Re: Quantum Immortality and Information Flow

From: Jesse Mazer <lasermazer.domain.name.hidden>
Date: Wed, 14 Dec 2005 02:05:34 -0500

George Levy wrote:
>
>Jesse,
>the infinite number of histories refer to the continuum of histories. The
>first person observer can only perceive through his own experiments that
>physics in his own world, provides a infinite number of histories as large
>as the continuum. All he knows is that his own history is embedded in a
>continuum of histories.
>
>George
>

I don't understand why he can't say there's a measure on that continuum,
though.
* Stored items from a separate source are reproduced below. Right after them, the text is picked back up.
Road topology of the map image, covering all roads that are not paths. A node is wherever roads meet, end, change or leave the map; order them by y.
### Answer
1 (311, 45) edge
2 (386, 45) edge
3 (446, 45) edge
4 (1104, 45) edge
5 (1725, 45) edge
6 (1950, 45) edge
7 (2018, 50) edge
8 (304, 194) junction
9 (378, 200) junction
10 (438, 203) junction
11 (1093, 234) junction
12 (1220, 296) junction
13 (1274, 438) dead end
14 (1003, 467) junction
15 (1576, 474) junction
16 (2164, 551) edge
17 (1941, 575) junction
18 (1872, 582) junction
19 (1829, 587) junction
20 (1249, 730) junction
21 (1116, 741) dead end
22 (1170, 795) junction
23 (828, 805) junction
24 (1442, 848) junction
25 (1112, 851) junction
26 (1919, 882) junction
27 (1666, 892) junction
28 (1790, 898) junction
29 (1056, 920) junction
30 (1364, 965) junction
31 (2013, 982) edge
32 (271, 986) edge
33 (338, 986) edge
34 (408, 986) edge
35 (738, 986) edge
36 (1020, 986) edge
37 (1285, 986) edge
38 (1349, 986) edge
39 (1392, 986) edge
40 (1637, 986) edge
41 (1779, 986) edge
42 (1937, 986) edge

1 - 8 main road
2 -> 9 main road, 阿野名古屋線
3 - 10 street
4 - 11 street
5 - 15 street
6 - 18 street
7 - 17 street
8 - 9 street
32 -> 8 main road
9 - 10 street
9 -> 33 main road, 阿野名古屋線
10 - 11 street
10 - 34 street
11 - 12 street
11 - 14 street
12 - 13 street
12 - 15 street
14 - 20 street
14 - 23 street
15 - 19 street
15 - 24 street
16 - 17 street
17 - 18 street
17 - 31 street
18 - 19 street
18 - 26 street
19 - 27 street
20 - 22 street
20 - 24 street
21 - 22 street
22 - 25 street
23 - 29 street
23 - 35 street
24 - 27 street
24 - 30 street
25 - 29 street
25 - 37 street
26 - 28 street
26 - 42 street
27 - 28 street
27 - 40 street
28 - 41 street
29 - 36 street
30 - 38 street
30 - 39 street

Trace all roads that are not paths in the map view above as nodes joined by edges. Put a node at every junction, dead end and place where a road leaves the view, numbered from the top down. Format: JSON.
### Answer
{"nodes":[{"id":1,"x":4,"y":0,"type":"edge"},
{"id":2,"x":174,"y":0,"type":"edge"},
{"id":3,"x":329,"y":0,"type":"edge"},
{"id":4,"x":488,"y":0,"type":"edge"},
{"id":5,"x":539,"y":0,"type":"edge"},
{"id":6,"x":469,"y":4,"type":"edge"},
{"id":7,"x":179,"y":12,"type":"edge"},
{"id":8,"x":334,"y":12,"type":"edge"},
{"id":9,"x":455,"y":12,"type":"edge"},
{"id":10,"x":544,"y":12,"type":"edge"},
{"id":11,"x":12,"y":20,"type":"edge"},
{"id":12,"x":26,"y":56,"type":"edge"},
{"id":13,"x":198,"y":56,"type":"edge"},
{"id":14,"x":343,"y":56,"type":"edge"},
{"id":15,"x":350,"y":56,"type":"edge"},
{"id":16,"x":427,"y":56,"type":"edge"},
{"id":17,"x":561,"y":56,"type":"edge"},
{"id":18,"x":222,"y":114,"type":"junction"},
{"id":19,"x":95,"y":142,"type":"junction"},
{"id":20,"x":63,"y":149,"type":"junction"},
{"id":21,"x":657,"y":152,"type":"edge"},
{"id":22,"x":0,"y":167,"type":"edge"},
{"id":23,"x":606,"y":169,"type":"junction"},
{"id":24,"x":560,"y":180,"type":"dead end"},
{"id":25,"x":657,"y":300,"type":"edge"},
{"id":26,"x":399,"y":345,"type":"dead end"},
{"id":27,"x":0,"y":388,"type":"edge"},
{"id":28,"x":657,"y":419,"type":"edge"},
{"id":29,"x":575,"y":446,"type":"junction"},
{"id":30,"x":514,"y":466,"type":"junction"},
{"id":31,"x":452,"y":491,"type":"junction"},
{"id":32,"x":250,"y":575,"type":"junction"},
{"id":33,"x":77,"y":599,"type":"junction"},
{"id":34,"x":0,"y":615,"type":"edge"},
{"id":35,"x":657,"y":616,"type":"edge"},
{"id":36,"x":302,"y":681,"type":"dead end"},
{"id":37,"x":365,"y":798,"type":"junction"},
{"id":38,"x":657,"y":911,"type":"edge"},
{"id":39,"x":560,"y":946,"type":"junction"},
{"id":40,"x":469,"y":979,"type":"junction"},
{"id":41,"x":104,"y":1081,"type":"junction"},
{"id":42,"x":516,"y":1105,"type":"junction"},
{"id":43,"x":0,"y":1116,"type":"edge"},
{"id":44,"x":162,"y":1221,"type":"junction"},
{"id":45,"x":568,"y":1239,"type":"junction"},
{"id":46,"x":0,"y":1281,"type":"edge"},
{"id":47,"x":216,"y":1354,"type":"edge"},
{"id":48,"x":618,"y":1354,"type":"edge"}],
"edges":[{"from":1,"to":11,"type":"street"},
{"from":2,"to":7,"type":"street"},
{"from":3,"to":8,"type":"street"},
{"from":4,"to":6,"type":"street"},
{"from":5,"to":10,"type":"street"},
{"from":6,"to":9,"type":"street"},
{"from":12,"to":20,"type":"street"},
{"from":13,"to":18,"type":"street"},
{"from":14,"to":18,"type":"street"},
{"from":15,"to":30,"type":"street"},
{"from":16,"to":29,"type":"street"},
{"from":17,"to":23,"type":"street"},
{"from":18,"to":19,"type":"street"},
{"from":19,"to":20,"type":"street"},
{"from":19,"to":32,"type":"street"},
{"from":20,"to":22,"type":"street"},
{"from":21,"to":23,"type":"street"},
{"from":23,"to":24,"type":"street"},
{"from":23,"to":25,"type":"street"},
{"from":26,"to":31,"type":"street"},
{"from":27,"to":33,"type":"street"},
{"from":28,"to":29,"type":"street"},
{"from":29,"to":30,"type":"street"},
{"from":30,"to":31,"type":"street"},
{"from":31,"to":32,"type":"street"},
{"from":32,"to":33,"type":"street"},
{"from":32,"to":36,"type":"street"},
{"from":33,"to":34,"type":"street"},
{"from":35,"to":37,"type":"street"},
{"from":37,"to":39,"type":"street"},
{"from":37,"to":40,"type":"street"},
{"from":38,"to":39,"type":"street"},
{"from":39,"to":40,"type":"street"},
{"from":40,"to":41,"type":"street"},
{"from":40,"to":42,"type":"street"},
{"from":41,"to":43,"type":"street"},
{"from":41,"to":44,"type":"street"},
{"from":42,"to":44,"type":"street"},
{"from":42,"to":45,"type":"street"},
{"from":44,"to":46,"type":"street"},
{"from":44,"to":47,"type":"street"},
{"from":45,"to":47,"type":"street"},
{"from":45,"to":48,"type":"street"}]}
And surely an infinite number of histories can be broken into a
finite number of subsets based on a single criterion, like "the set of all
future histories in which the next roll of this die will come up 6" and "the
set of all future histories in which the next roll of this die will not come
up 6", with different measures assigned to the subsets (in this case, one
would ordinarily assume the first subset has measure 1/6 and the second has
measure 5/6).

Also, I'm still confused about your original argument:

"Since you agree that the number of histories is on a continuum, you must
accept that no matter how large or small a segment of the continuum is
considered, the number of histories is the same. Hence measure is the same
for any observer."

What is the "number of histories" that is the same here? Weren't you saying
the number is infinity? And do you agree that in general it is not correct
to say that because two sets contain an infinite number of elements, that
means their measure must be the same?